Chitosan-N-acetylcysteine modified HP-β-CD inclusion complex as a potential ocular delivery system for anti-cataract drug: Quercetin

Abstract

The aim of this study was to develop a novel ocular drug delivery system based on the hydroxypropyl beta cyclodextrin (HP-β-CD) inclusion complex coated with the synthesized chitosan-N-acetyl-l-cysteine conjugate (CS-NAC) for the hydrophobic drug quercetin. The inclusion complex was prepared by the solvent evaporation method, and the concentration of HP-β-CD and CS-NAC was optimized by isolated corneal penetration test. The optimized concentration of HP-β-CD and CS-NAC was 20% (w/v) and 0.1% (w/v), respectively.
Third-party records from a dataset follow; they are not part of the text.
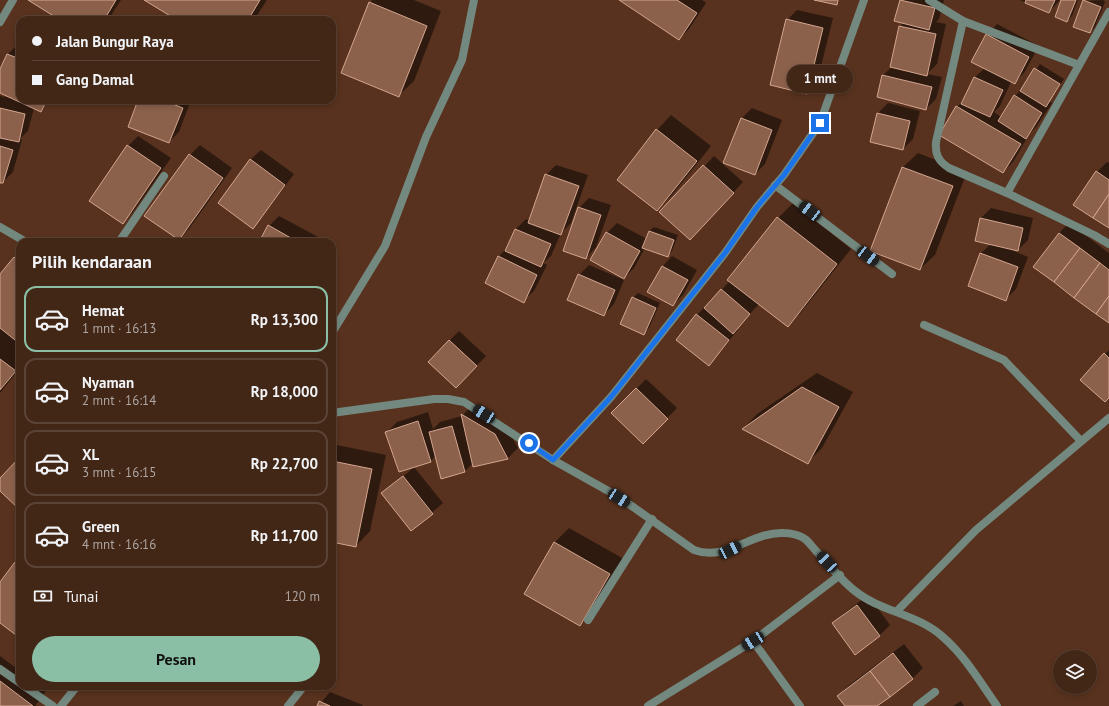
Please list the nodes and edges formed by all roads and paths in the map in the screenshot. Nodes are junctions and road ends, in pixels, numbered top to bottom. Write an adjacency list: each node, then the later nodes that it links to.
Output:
1 (13, 0): 7 (street)
2 (474, 0): 18 (street)
3 (864, 0): 10 (street)
4 (929, 0): 6 (street)
5 (1109, 12): 8 (street)
6 (962, 21): 8 (street); 11 (street)
7 (0, 22)
8 (1079, 65): 11 (street)
9 (164, 176): 14 (street)
10 (775, 185): 16 (street); 22 (street)
11 (1007, 193): 15 (street)
12 (0, 227): 13 (street)
13 (19, 238)
14 (122, 238)
15 (1109, 244)
16 (892, 274)
17 (924, 325): 21 (street)
18 (336, 326)
19 (336, 412): 22 (street)
20 (1109, 418): 21 (street)
21 (1080, 441): 25 (street)
22 (553, 460): 23 (street)
23 (652, 520): 24 (street); 26 (street)
24 (840, 575): 25 (street); 27 (street)
25 (897, 611): 40 (street)
26 (588, 620)
27 (753, 641): 34 (street); 38 (street)
28 (0, 669): 29 (street)
29 (16, 680)
30 (30, 690): 35 (street)
31 (74, 690): 36 (street)
32 (301, 690): 37 (street)
33 (935, 692): 39 (street)
34 (651, 705)
35 (53, 706)
36 (62, 706)
37 (288, 706)
38 (800, 706)
39 (917, 706)
40 (997, 706)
The CS-NAC/quercetin-HP-β-CD had the effect on improving the ocular penetration with little ocular irritation and could increase the ocular distribution significantly. Meanwhile, Coumarin-6 (C6) labelled CS-NAC/C6-HP-β-CD possessed enhanced fluorescence and located deeper into the epithelium of cornea at the same time point compared with the uncoated one. It could also transport drug through the corneal epithelium by intracellular routes except for intercellular routes. Furthermore, it could delay the occurrence of cataract about 1 d when administrated with full-dosage quercetin. The HP-β-CD inclusion complex coated with CS-NAC is a safe and promising ocular drug delivery system for improving the bioavailability and corneal penetration of hydrophobic drug like quercetin.